Pointing to the increase in websites discussing sexuality and stores selling female sex toys, Love Joule is just another part of this general trend.
And if you were wondering, men are ONLY welcomed if they are accompanying a woman. Men without female companionship will just have to wonder what goes on inside. Luckily for them, male masturbation doesn’t face the same stigma.
Although it’s important to note that a club like this, would probably not fly so well, if it was directed towards men. Unfortunately men have their own stigma’s to deal with. A club like this in existence geared towards men, would simply be a gay bar. Right? Women who now have a club that hosts masturbation as its main seller, is in no way misconstrued as a lesbian bar, which in my eyes by principle has already squashed its first stigma.
It is just an all female joint where chicks can go to tinker thmeselves.
There should be nothing wrong with that. I would want to believe an all femal establishment like this as opposed to an all male establishment would be much cleaner, and more sanitary.
Although I’m just speculating, I would also think the patrons who attend Love Joule are of a blend between gay, straight, or bi. In the end I have a feeling nobody judges and no one cares about sexual orientation over there. Which is pretty cool, but a place like that would be one tough sell on American soil. It could never work as a cross-niche bar. Just wouldn’t and I don’t think it could happen. No one is the wiser over there, and that is what you would call true freedom.
*NOTE* This just in…..
Apparently, my sources tell me guys who are not lucky enough to secure an invite to the Love Joule, are encouraged not just to do normal masturbation sessions, but to try out a “Tenga Egg.” Since 2005 Tenga has sold more than 15 million male masturbation units worldwide. 6.5 million of that number is credited towards the famous best selling (and disposable) “Tenga Egg.” If you are unfamiliar click on this powerful link. Try not to cry, and try not to jump for joy, afterall this thing has been out since 2005.
Now while we are on the subject of Love Joule the Female Masturbation Bar, I have a few questions and hopefully they can eventually be answered.
1) It’s been explained that instead of a liquor counter, there are rows upon rows of dildo’s and sex toys…. Are you forced to buy them, then use? Because that could get expensive no? Or, do you use and then return before you departure? Which sort of feels like a library rental, and well… that’s just kind of fucked if you ask me.
2) Is masturbation really allowed there? Or do you just talk to COMPLETE strangers about masturbation? Or should I say, “Perfect Strangers?”
And if it is allowed there, are there private rooms you go into, or do you just “whip it out and beat it” right there at the bar? Both systems seem really weird to me, as female masturbation time seems like a very fragile and personal journey into a fantasy world that can only be described as a physical hormone explosion.

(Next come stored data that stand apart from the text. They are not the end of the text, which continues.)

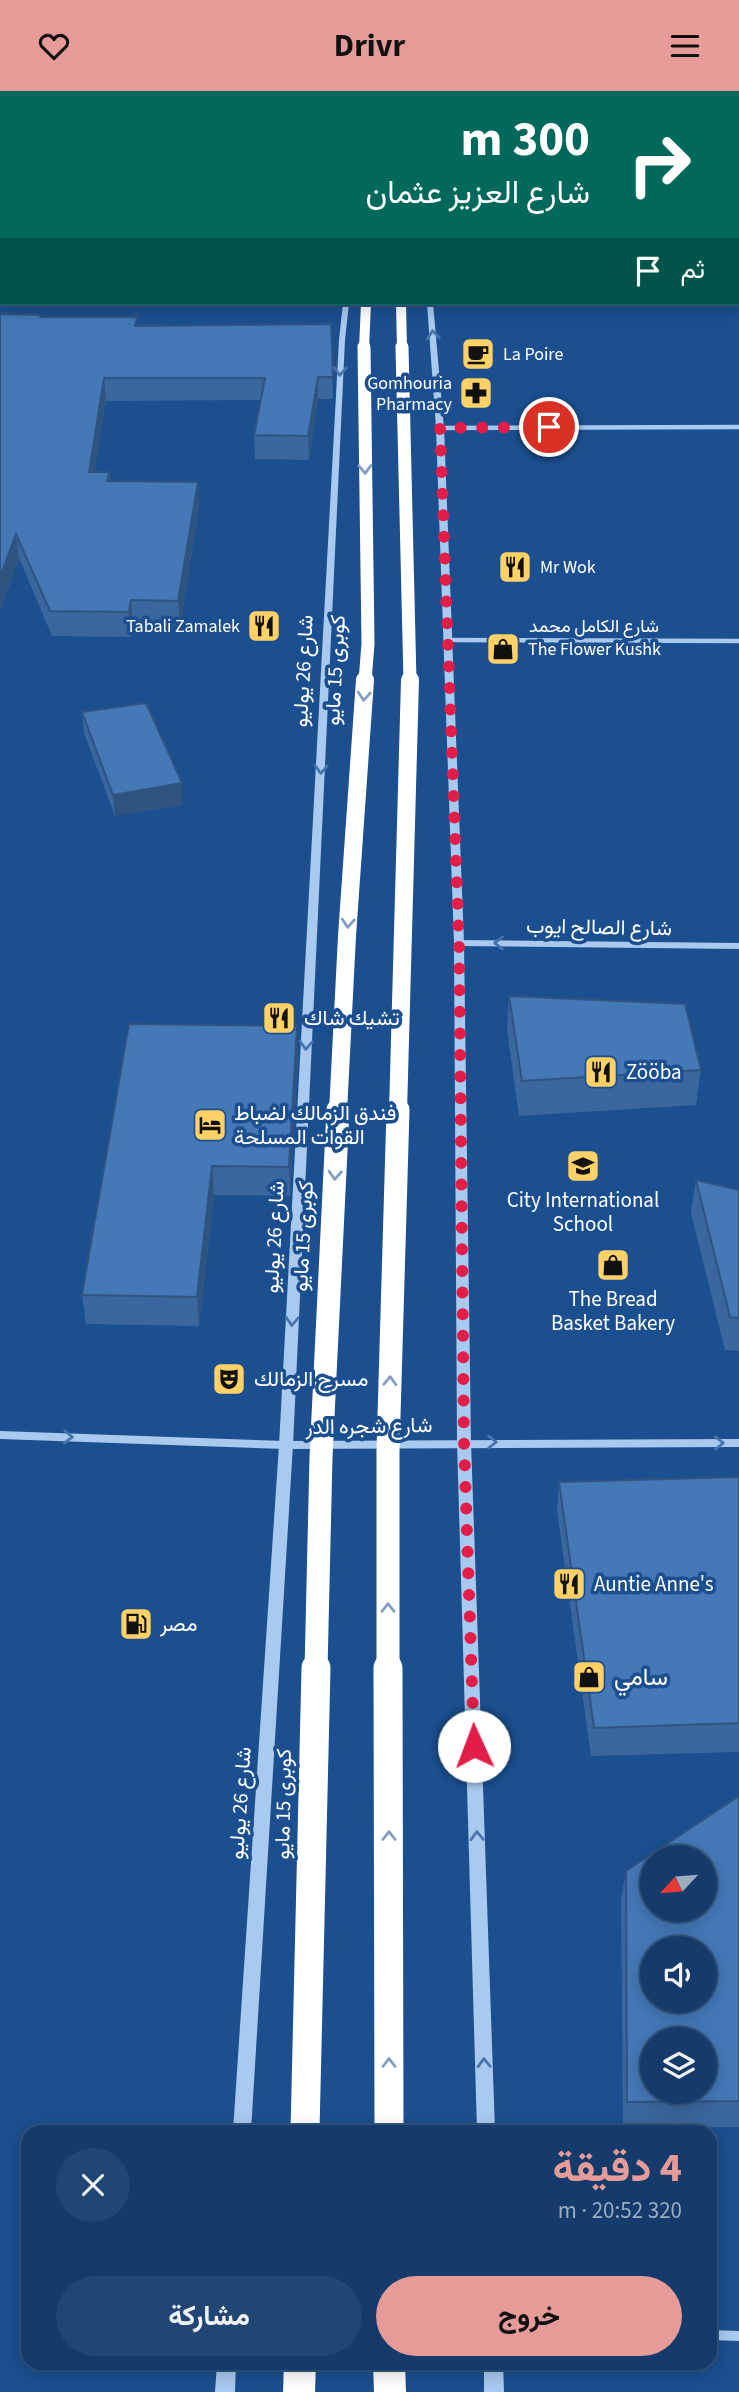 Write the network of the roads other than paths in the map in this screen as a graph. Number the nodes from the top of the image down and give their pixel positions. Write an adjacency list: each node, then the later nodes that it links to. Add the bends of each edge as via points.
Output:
1 (346, 305): 14 (street, شارع 26 يوليو, one-way to 14)
2 (366, 305): 16 (highway, كوبرى 15 مايو, one-way to 16, bridge, via 368,645 347,936 321,1457)
3 (401, 305): 17 (highway, one-way to 3, bridge, via 388,1450 411,641)
4 (430, 305): 6 (street, one-way to 4)
5 (739, 426): 6 (street)
6 (440, 428): 7 (street)
7 (449, 639): 8 (street, شارع الكامل محمد); 9 (street)
8 (739, 641)
9 (459, 943): 10 (street, شارع الصالح ايوب, one-way to 9); 12 (street)
10 (739, 946)
11 (0, 1435): 14 (street, شارع شجره الدر, one-way to 14)
12 (464, 1442): 13 (street, شارع شجره الدر, one-way to 13); 14 (street, شارع شجره الدر); 18 (street, one-way to 12)
13 (739, 1443)
14 (286, 1445): 15 (street, شارع 26 يوليو)
15 (242, 2125)
16 (305, 2125)
17 (389, 2125)
18 (486, 2125)
19 (717, 2335): 20 (street)
20 (739, 2336)
21 (227, 2370): 25 (street)
22 (300, 2370): 26 (highway)
23 (390, 2370): 27 (highway)
24 (494, 2370): 28 (street)
25 (225, 2392)
26 (299, 2392)
27 (390, 2392)
28 (494, 2392)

Now having said that, would you really want to “physically explode your hormones” all over the walls of a private room in a bar somewhere in a district of Tokyo you are absolutely unfamiliar with? Or better yet, as a tourist, would you wander into this club, seeking the truth about masturbation through simple conversation and observation of toys and dildos? Bust this on for size… You don’t speak the fuckin’ language! How do you even get past first base in this place?
Miscommunication is a real mother fucker. And it totally sucks! Just see below:
3) If the two questions above prove to be answered as follows: that you do use the toys provided, and you do masturbate in front of one another, you better hope they serve liquor there, cause who would want to masturbate in front of strangers without being absolutely shit face drunk. I mean, piss your fuckin’ pants drunk…. SPRING BREAK STYLE!!! But at that point, I think you would be the biggest freak on the planet, having just pissed your pants from total intoxication and still be beating off. First of all you’d look like a total fuckin’ freak, and second you would just come off as an absolute waste case, I mean, you’re technique would be all wrong. Harsh, and rough, and who knows, at that point, where you’re drunk as hell, you might be beating off your god damn knee? So in the end, you’re totally doing it wrong anyways! What the fuck?!!